About this exercise: Each line that contains the word "خیابان" is to be copied from the records below.

··········

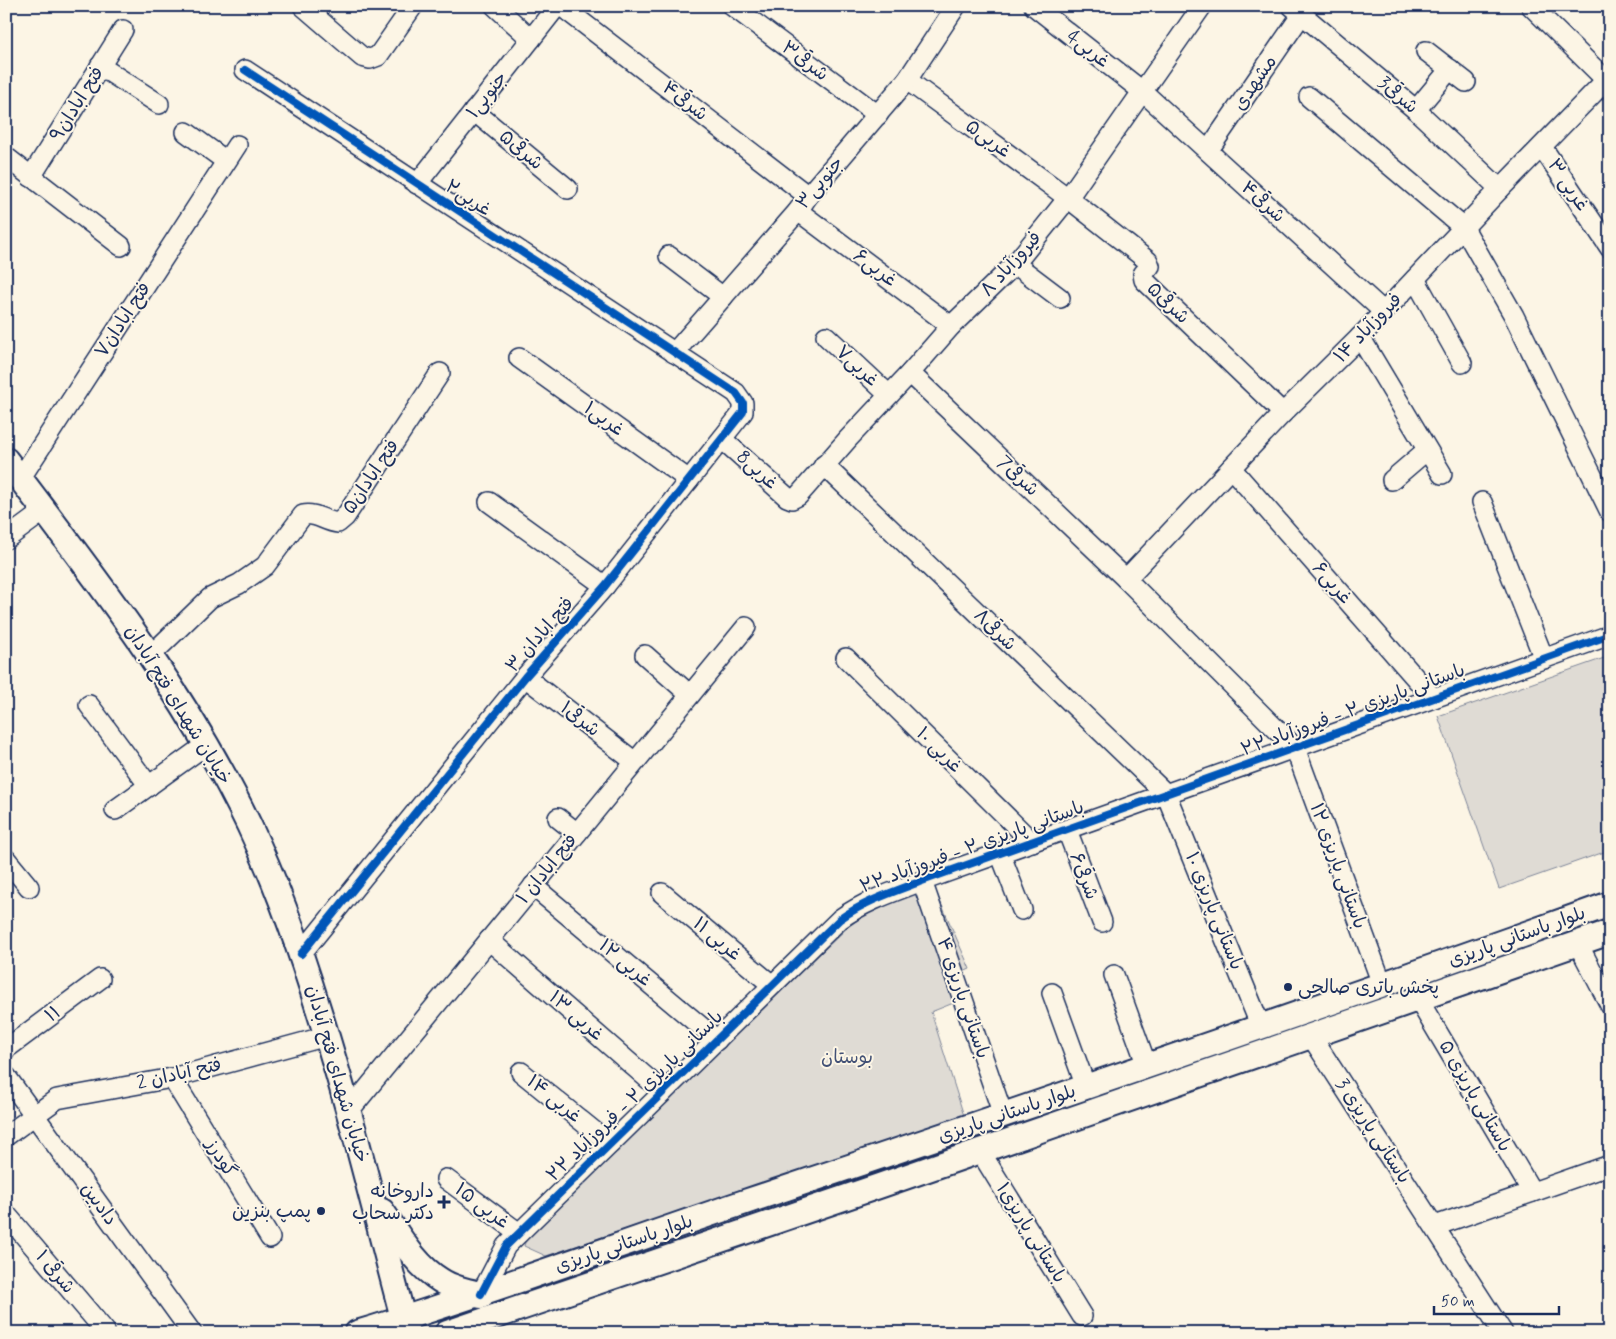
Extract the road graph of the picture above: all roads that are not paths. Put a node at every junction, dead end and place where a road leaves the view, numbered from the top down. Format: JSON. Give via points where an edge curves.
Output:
{"nodes":[{"id":1,"x":303,"y":6,"type":"edge"},
{"id":2,"x":413,"y":6,"type":"edge"},
{"id":3,"x":495,"y":6,"type":"edge"},
{"id":4,"x":557,"y":6,"type":"edge"},
{"id":5,"x":561,"y":6,"type":"edge"},
{"id":6,"x":956,"y":6,"type":"edge"},
{"id":7,"x":1034,"y":6,"type":"edge"},
{"id":8,"x":1202,"y":6,"type":"edge"},
{"id":9,"x":1531,"y":6,"type":"edge"},
{"id":10,"x":734,"y":7,"type":"edge"},
{"id":11,"x":1297,"y":10,"type":"edge"},
{"id":12,"x":123,"y":30,"type":"dead end"},
{"id":13,"x":531,"y":39,"type":"junction"},
{"id":14,"x":1426,"y":51,"type":"dead end"},
{"id":15,"x":100,"y":66,"type":"junction"},
{"id":16,"x":1450,"y":69,"type":"junction"},
{"id":17,"x":245,"y":70,"type":"dead end"},
{"id":18,"x":1608,"y":78,"type":"edge"},
{"id":19,"x":907,"y":80,"type":"junction"},
{"id":20,"x":1466,"y":82,"type":"dead end"},
{"id":21,"x":1142,"y":91,"type":"junction"},
{"id":22,"x":1309,"y":97,"type":"dead end"},
{"id":23,"x":159,"y":104,"type":"dead end"},
{"id":24,"x":1416,"y":110,"type":"junction"},
{"id":25,"x":474,"y":111,"type":"junction"},
{"id":26,"x":878,"y":116,"type":"junction"},
{"id":27,"x":186,"y":132,"type":"dead end"},
{"id":28,"x":237,"y":145,"type":"dead end"},
{"id":29,"x":1542,"y":147,"type":"junction"},
{"id":30,"x":1208,"y":151,"type":"junction"},
{"id":31,"x":6,"y":157,"type":"edge"},
{"id":32,"x":226,"y":161,"type":"junction"},
{"id":33,"x":30,"y":177,"type":"junction"},
{"id":34,"x":417,"y":184,"type":"junction"},
{"id":35,"x":568,"y":188,"type":"dead end"},
{"id":36,"x":1500,"y":189,"type":"junction"},
{"id":37,"x":1068,"y":198,"type":"junction"},
{"id":38,"x":803,"y":203,"type":"junction"},
{"id":39,"x":1464,"y":228,"type":"junction"},
{"id":40,"x":121,"y":246,"type":"dead end"},
{"id":41,"x":1610,"y":248,"type":"edge"},
{"id":42,"x":669,"y":256,"type":"dead end"},
{"id":43,"x":1015,"y":264,"type":"junction"},
{"id":44,"x":1415,"y":279,"type":"junction"},
{"id":45,"x":723,"y":297,"type":"junction"},
{"id":46,"x":1060,"y":298,"type":"dead end"},
{"id":47,"x":1384,"y":312,"type":"junction"},
{"id":48,"x":951,"y":326,"type":"junction"},
{"id":49,"x":826,"y":336,"type":"dead end"},
{"id":50,"x":1360,"y":337,"type":"junction"},
{"id":51,"x":674,"y":352,"type":"junction"},
{"id":52,"x":519,"y":358,"type":"dead end"},
{"id":53,"x":1462,"y":363,"type":"dead end"},
{"id":54,"x":440,"y":373,"type":"dead end"},
{"id":55,"x":910,"y":374,"type":"junction"},
{"id":56,"x":889,"y":395,"type":"junction"},
{"id":57,"x":1283,"y":414,"type":"junction"},
{"id":58,"x":722,"y":439,"type":"junction"},
{"id":59,"x":1428,"y":450,"type":"junction"},
{"id":60,"x":824,"y":466,"type":"junction"},
{"id":61,"x":1231,"y":468,"type":"junction"},
{"id":62,"x":13,"y":470,"type":"edge"},
{"id":63,"x":1442,"y":474,"type":"dead end"},
{"id":64,"x":689,"y":480,"type":"junction"},
{"id":65,"x":1392,"y":480,"type":"dead end"},
{"id":66,"x":792,"y":499,"type":"joint"},
{"id":67,"x":489,"y":502,"type":"dead end"},
{"id":68,"x":1482,"y":502,"type":"dead end"},
{"id":69,"x":44,"y":511,"type":"junction"},
{"id":70,"x":1610,"y":512,"type":"edge"},
{"id":71,"x":6,"y":539,"type":"edge"},
{"id":72,"x":1126,"y":578,"type":"junction"},
{"id":73,"x":604,"y":586,"type":"junction"},
{"id":74,"x":746,"y":627,"type":"dead end"},
{"id":75,"x":1610,"y":635,"type":"edge"},
{"id":76,"x":151,"y":655,"type":"junction"},
{"id":77,"x":645,"y":655,"type":"dead end"},
{"id":78,"x":846,"y":658,"type":"dead end"},
{"id":79,"x":1544,"y":659,"type":"junction"},
{"id":80,"x":525,"y":677,"type":"junction"},
{"id":81,"x":690,"y":695,"type":"junction"},
{"id":82,"x":1433,"y":698,"type":"junction"},
{"id":83,"x":89,"y":705,"type":"dead end"},
{"id":84,"x":207,"y":744,"type":"junction"},
{"id":85,"x":1295,"y":748,"type":"junction"},
{"id":86,"x":635,"y":762,"type":"junction"},
{"id":87,"x":149,"y":786,"type":"junction"},
{"id":88,"x":1166,"y":794,"type":"junction"},
{"id":89,"x":115,"y":810,"type":"dead end"},
{"id":90,"x":558,"y":818,"type":"dead end"},
{"id":91,"x":1067,"y":830,"type":"junction"},
{"id":92,"x":577,"y":833,"type":"junction"},
{"id":93,"x":1032,"y":842,"type":"junction"},
{"id":94,"x":1000,"y":853,"type":"junction"},
{"id":95,"x":6,"y":859,"type":"edge"},
{"id":96,"x":922,"y":881,"type":"junction"},
{"id":97,"x":534,"y":886,"type":"junction"},
{"id":98,"x":28,"y":887,"type":"dead end"},
{"id":99,"x":662,"y":892,"type":"dead end"},
{"id":100,"x":1610,"y":904,"type":"edge"},
{"id":101,"x":1022,"y":910,"type":"dead end"},
{"id":102,"x":1102,"y":922,"type":"dead end"},
{"id":103,"x":1610,"y":932,"type":"edge"},
{"id":104,"x":489,"y":940,"type":"junction"},
{"id":105,"x":1578,"y":944,"type":"junction"},
{"id":106,"x":301,"y":954,"type":"junction"},
{"id":107,"x":1114,"y":975,"type":"dead end"},
{"id":108,"x":100,"y":979,"type":"dead end"},
{"id":109,"x":1382,"y":984,"type":"junction"},
{"id":110,"x":772,"y":985,"type":"junction"},
{"id":111,"x":1052,"y":992,"type":"dead end"},
{"id":112,"x":1418,"y":999,"type":"junction"},
{"id":113,"x":1610,"y":1005,"type":"edge"},
{"id":114,"x":1261,"y":1027,"type":"junction"},
{"id":115,"x":327,"y":1036,"type":"junction"},
{"id":116,"x":1311,"y":1036,"type":"junction"},
{"id":117,"x":717,"y":1040,"type":"junction"},
{"id":118,"x":6,"y":1049,"type":"edge"},
{"id":119,"x":1147,"y":1066,"type":"junction"},
{"id":120,"x":520,"y":1072,"type":"dead end"},
{"id":121,"x":6,"y":1076,"type":"edge"},
{"id":122,"x":172,"y":1078,"type":"junction"},
{"id":123,"x":1086,"y":1087,"type":"junction"},
{"id":124,"x":663,"y":1092,"type":"junction"},
{"id":125,"x":349,"y":1112,"type":"junction"},
{"id":126,"x":34,"y":1115,"type":"junction"},
{"id":127,"x":1003,"y":1115,"type":"junction"},
{"id":128,"x":6,"y":1136,"type":"edge"},
{"id":129,"x":610,"y":1144,"type":"junction"},
{"id":130,"x":980,"y":1150,"type":"junction"},
{"id":131,"x":1608,"y":1171,"type":"edge"},
{"id":132,"x":446,"y":1179,"type":"dead end"},
{"id":133,"x":1532,"y":1192,"type":"junction"},
{"id":134,"x":371,"y":1194,"type":"junction"},
{"id":135,"x":6,"y":1214,"type":"edge"},
{"id":136,"x":1435,"y":1226,"type":"junction"},
{"id":137,"x":519,"y":1233,"type":"junction"},
{"id":138,"x":270,"y":1238,"type":"dead end"},
{"id":139,"x":481,"y":1294,"type":"junction"},
{"id":140,"x":1082,"y":1316,"type":"dead end"},
{"id":141,"x":489,"y":1319,"type":"junction"},
{"id":142,"x":405,"y":1326,"type":"edge"},
{"id":143,"x":105,"y":1331,"type":"dead end"},
{"id":144,"x":192,"y":1333,"type":"edge"},
{"id":145,"x":358,"y":1333,"type":"edge"},
{"id":146,"x":447,"y":1333,"type":"edge"},
{"id":147,"x":1504,"y":1333,"type":"edge"}],
"edges":[{"from":1,"to":2,"type":"street","via":[[362,57],[370,59],[378,56]]},
{"from":3,"to":13,"type":"street"},
{"from":4,"to":13,"type":"street","name":"جنوبی۱"},
{"from":5,"to":38,"type":"street","name":"شرقی۴"},
{"from":6,"to":19,"type":"street","name":"جنوبی۳"},
{"from":7,"to":21,"type":"street","name":"غربی4"},
{"from":8,"to":21,"type":"street","name":"فیروزآباد ۸"},
{"from":9,"to":18,"type":"street"},
{"from":10,"to":26,"type":"street","name":"شرقی۳"},
{"from":11,"to":24,"type":"street","name":"شرقی3"},
{"from":11,"to":30,"type":"street","name":"مشهدی"},
{"from":12,"to":15,"type":"street","name":"فتح ابادان۹"},
{"from":13,"to":25,"type":"street","name":"جنوبی۱"},
{"from":14,"to":16,"type":"street"},
{"from":15,"to":23,"type":"street"},
{"from":15,"to":33,"type":"street","name":"فتح ابادان۹"},
{"from":16,"to":20,"type":"street"},
{"from":16,"to":24,"type":"street"},
{"from":17,"to":34,"type":"street","name":"غربی۲"},
{"from":18,"to":29,"type":"street","name":"فیروزآباد ۱۴"},
{"from":19,"to":26,"type":"street","name":"جنوبی۳"},
{"from":19,"to":37,"type":"street","name":"غربی۵"},
{"from":21,"to":30,"type":"street","name":"شرقی۴"},
{"from":21,"to":37,"type":"street","name":"فیروزآباد ۸"},
{"from":22,"to":39,"type":"street"},
{"from":24,"to":36,"type":"street","name":"شرقی3"},
{"from":25,"to":34,"type":"street","name":"جنوبی۱"},
{"from":25,"to":35,"type":"street","name":"شرقی۵"},
{"from":26,"to":38,"type":"street","name":"جنوبی۳"},
{"from":27,"to":32,"type":"street"},
{"from":28,"to":32,"type":"street","name":"فتح ابادان۷"},
{"from":29,"to":36,"type":"street","name":"فیروزآباد ۱۴"},
{"from":29,"to":41,"type":"street","name":"غربی ۳"},
{"from":30,"to":47,"type":"street","name":"شرقی۴"},
{"from":31,"to":33,"type":"street"},
{"from":32,"to":62,"type":"street","name":"فتح ابادان۷"},
{"from":33,"to":40,"type":"street"},
{"from":34,"to":51,"type":"street","name":"غربی۲"},
{"from":36,"to":39,"type":"street","name":"فیروزآباد ۱۴"},
{"from":37,"to":43,"type":"street","name":"فیروزآباد ۸"},
{"from":37,"to":57,"type":"street","name":"شرقی۵","via":[[1148,261],[1150,266],[1143,274],[1144,280]]},
{"from":38,"to":45,"type":"street","name":"جنوبی۳"},
{"from":38,"to":48,"type":"street","name":"غربی۶"},
{"from":39,"to":44,"type":"street","name":"فیروزآباد ۱۴"},
{"from":39,"to":70,"type":"street","via":[[1514,316]]},
{"from":42,"to":45,"type":"street"},
{"from":43,"to":46,"type":"street"},
{"from":43,"to":48,"type":"street","name":"فیروزآباد ۸"},
{"from":44,"to":47,"type":"street","name":"فیروزآباد ۱۴"},
{"from":44,"to":53,"type":"street"},
{"from":45,"to":51,"type":"street","name":"جنوبی۳"},
{"from":47,"to":50,"type":"street","name":"فیروزآباد ۱۴"},
{"from":48,"to":55,"type":"street","name":"فیروزآباد ۸"},
{"from":49,"to":56,"type":"street","name":"غربی۷"},
{"from":50,"to":57,"type":"street","name":"فیروزآباد ۱۴"},
{"from":50,"to":59,"type":"street"},
{"from":51,"to":58,"type":"street","name":"فتح ابادان ۳","via":[[736,393],[743,403],[743,412]]},
{"from":52,"to":64,"type":"street","name":"غربی۱"},
{"from":54,"to":76,"type":"street","name":"فتح ابادان۵","via":[[345,517],[338,523],[312,513],[303,515],[265,566],[210,598]]},
{"from":55,"to":56,"type":"street","name":"فیروزآباد ۸"},
{"from":55,"to":72,"type":"street","name":"شرقی7"},
{"from":56,"to":60,"type":"street","name":"فیروزآباد ۸"},
{"from":57,"to":61,"type":"street","name":"فیروزآباد ۱۴"},
{"from":58,"to":64,"type":"street","name":"فتح ابادان ۳"},
{"from":58,"to":66,"type":"street","name":"غربی8"},
{"from":59,"to":63,"type":"street"},
{"from":59,"to":65,"type":"street"},
{"from":60,"to":66,"type":"street","name":"فیروزآباد ۸"},
{"from":60,"to":88,"type":"street","name":"شرقی۸"},
{"from":61,"to":72,"type":"street","name":"فیروزآباد ۱۴"},
{"from":61,"to":82,"type":"street","name":"غربی۶"},
{"from":62,"to":69,"type":"main road","name":"خیابان شهدای فتح آبادان"},
{"from":64,"to":73,"type":"street","name":"فتح ابادان ۳"},
{"from":67,"to":73,"type":"street"},
{"from":68,"to":79,"type":"street"},
{"from":69,"to":71,"type":"street"},
{"from":69,"to":76,"type":"main road","name":"خیابان شهدای فتح آبادان"},
{"from":72,"to":85,"type":"street","name":"شرقی7"},
{"from":73,"to":80,"type":"street","name":"فتح ابادان ۳"},
{"from":74,"to":81,"type":"street","name":"فتح ابادان ۱"},
{"from":75,"to":79,"type":"street","name":"باستانی پاریزی ۲ - فیروزآباد ۲۲"},
{"from":76,"to":84,"type":"main road","name":"خیابان شهدای فتح آبادان"},
{"from":77,"to":81,"type":"street"},
{"from":78,"to":93,"type":"street","name":"غربی ۱۰"},
{"from":79,"to":82,"type":"street","name":"باستانی پاریزی ۲ - فیروزآباد ۲۲"},
{"from":80,"to":86,"type":"street","name":"شرقی۱"},
{"from":80,"to":106,"type":"street","name":"فتح ابادان ۳"},
{"from":81,"to":86,"type":"street","name":"فتح ابادان ۱"},
{"from":82,"to":85,"type":"street","name":"باستانی پاریزی ۲ - فیروزآباد ۲۲"},
{"from":83,"to":87,"type":"street"},
{"from":84,"to":87,"type":"street"},
{"from":84,"to":106,"type":"main road","name":"خیابان شهدای فتح آبادان","via":[[250,826]]},
{"from":85,"to":88,"type":"street","name":"باستانی پاریزی ۲ - فیروزآباد ۲۲"},
{"from":85,"to":109,"type":"street","name":"باستانی پاریزی ۱۲"},
{"from":86,"to":92,"type":"street","name":"فتح ابادان ۱"},
{"from":87,"to":89,"type":"street"},
{"from":88,"to":91,"type":"street","name":"باستانی پاریزی ۲ - فیروزآباد ۲۲"},
{"from":88,"to":114,"type":"street","name":"باستانی پاریزی ۱۰"},
{"from":90,"to":92,"type":"street"},
{"from":91,"to":93,"type":"street","name":"باستانی پاریزی ۲ - فیروزآباد ۲۲"},
{"from":91,"to":102,"type":"street","name":"شرقی۶"},
{"from":92,"to":97,"type":"street","name":"فتح ابادان ۱"},
{"from":93,"to":94,"type":"street","name":"باستانی پاریزی ۲ - فیروزآباد ۲۲"},
{"from":94,"to":96,"type":"street","name":"باستانی پاریزی ۲ - فیروزآباد ۲۲"},
{"from":94,"to":101,"type":"street"},
{"from":95,"to":98,"type":"street"},
{"from":96,"to":110,"type":"street","name":"باستانی پاریزی ۲ - فیروزآباد ۲۲","via":[[877,898],[840,919]]},
{"from":96,"to":127,"type":"street","name":"باستانی پاریزی ۴"},
{"from":97,"to":104,"type":"street","name":"فتح ابادان ۱"},
{"from":97,"to":117,"type":"street","name":"غربی ۱۲"},
{"from":99,"to":110,"type":"street","name":"غربی ۱۱"},
{"from":100,"to":109,"type":"main road","name":"بلوار باستانی پاریزی"},
{"from":103,"to":105,"type":"main road","name":"بلوار باستانی پاریزی"},
{"from":104,"to":124,"type":"street","name":"غربی ۱۳"},
{"from":104,"to":125,"type":"street","name":"فتح ابادان ۱"},
{"from":105,"to":112,"type":"main road","name":"بلوار باستانی پاریزی"},
{"from":105,"to":113,"type":"street"},
{"from":106,"to":115,"type":"main road","name":"خیابان شهدای فتح آبادان"},
{"from":107,"to":119,"type":"street"},
{"from":108,"to":118,"type":"street","name":"۱۱"},
{"from":109,"to":114,"type":"main road","name":"بلوار باستانی پاریزی"},
{"from":110,"to":117,"type":"street","name":"باستانی پاریزی ۲ - فیروزآباد ۲۲"},
{"from":111,"to":123,"type":"street"},
{"from":112,"to":116,"type":"main road","name":"بلوار باستانی پاریزی"},
{"from":112,"to":133,"type":"street","name":"باستانی پاریزی ۵"},
{"from":114,"to":119,"type":"main road","name":"بلوار باستانی پاریزی"},
{"from":115,"to":122,"type":"street","name":"فتح آبادان 2"},
{"from":115,"to":125,"type":"main road","name":"خیابان شهدای فتح آبادان"},
{"from":116,"to":130,"type":"main road","name":"بلوار باستانی پاریزی"},
{"from":116,"to":136,"type":"street","name":"باستانی پاریزی 3"},
{"from":117,"to":124,"type":"street","name":"باستانی پاریزی ۲ - فیروزآباد ۲۲"},
{"from":119,"to":123,"type":"main road","name":"بلوار باستانی پاریزی"},
{"from":120,"to":129,"type":"street","name":"غربی ۱۴"},
{"from":121,"to":126,"type":"street","name":"دادبین"},
{"from":122,"to":126,"type":"street","name":"فتح آبادان 2","via":[[57,1099]]},
{"from":122,"to":138,"type":"street","name":"گودرز"},
{"from":123,"to":127,"type":"main road","name":"بلوار باستانی پاریزی"},
{"from":124,"to":129,"type":"street","name":"باستانی پاریزی ۲ - فیروزآباد ۲۲"},
{"from":125,"to":134,"type":"main road","name":"خیابان شهدای فتح آبادان"},
{"from":126,"to":128,"type":"street","name":"فتح آبادان 2"},
{"from":126,"to":144,"type":"street","name":"دادبین"},
{"from":127,"to":139,"type":"main road","name":"بلوار باستانی پاریزی"},
{"from":129,"to":137,"type":"street","name":"باستانی پاریزی ۲ - فیروزآباد ۲۲"},
{"from":130,"to":140,"type":"street","name":"باستانی پاریزی۱"},
{"from":130,"to":141,"type":"main road","name":"بلوار باستانی پاریزی"},
{"from":131,"to":133,"type":"street"},
{"from":132,"to":137,"type":"street","name":"غربی ۱۵"},
{"from":133,"to":136,"type":"street"},
{"from":134,"to":139,"type":"main road","via":[[427,1271],[456,1288]]},
{"from":134,"to":142,"type":"main road","name":"خیابان شهدای فتح آبادان"},
{"from":135,"to":143,"type":"street","name":"۱ شرقی"},
{"from":136,"to":147,"type":"street","name":"باستانی پاریزی 3"},
{"from":137,"to":139,"type":"street","name":"باستانی پاریزی ۲ - فیروزآباد ۲۲","via":[[506,1246]]},
{"from":139,"to":141,"type":"main road"},
{"from":139,"to":142,"type":"main road","name":"بلوار باستانی پاریزی"},
{"from":141,"to":146,"type":"main road","name":"بلوار باستانی پاریزی"},
{"from":142,"to":145,"type":"main road","name":"بلوار باستانی پاریزی"}]}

··········

Task output:
{"from":62,"to":69,"type":"main road","name":"خیابان شهدای فتح آبادان"},
{"from":69,"to":76,"type":"main road","name":"خیابان شهدای فتح آبادان"},
{"from":76,"to":84,"type":"main road","name":"خیابان شهدای فتح آبادان"},
{"from":84,"to":106,"type":"main road","name":"خیابان شهدای فتح آبادان","via":[[250,826]]},
{"from":106,"to":115,"type":"main road","name":"خیابان شهدای فتح آبادان"},
{"from":115,"to":125,"type":"main road","name":"خیابان شهدای فتح آبادان"},
{"from":125,"to":134,"type":"main road","name":"خیابان شهدای فتح آبادان"},
{"from":134,"to":142,"type":"main road","name":"خیابان شهدای فتح آبادان"},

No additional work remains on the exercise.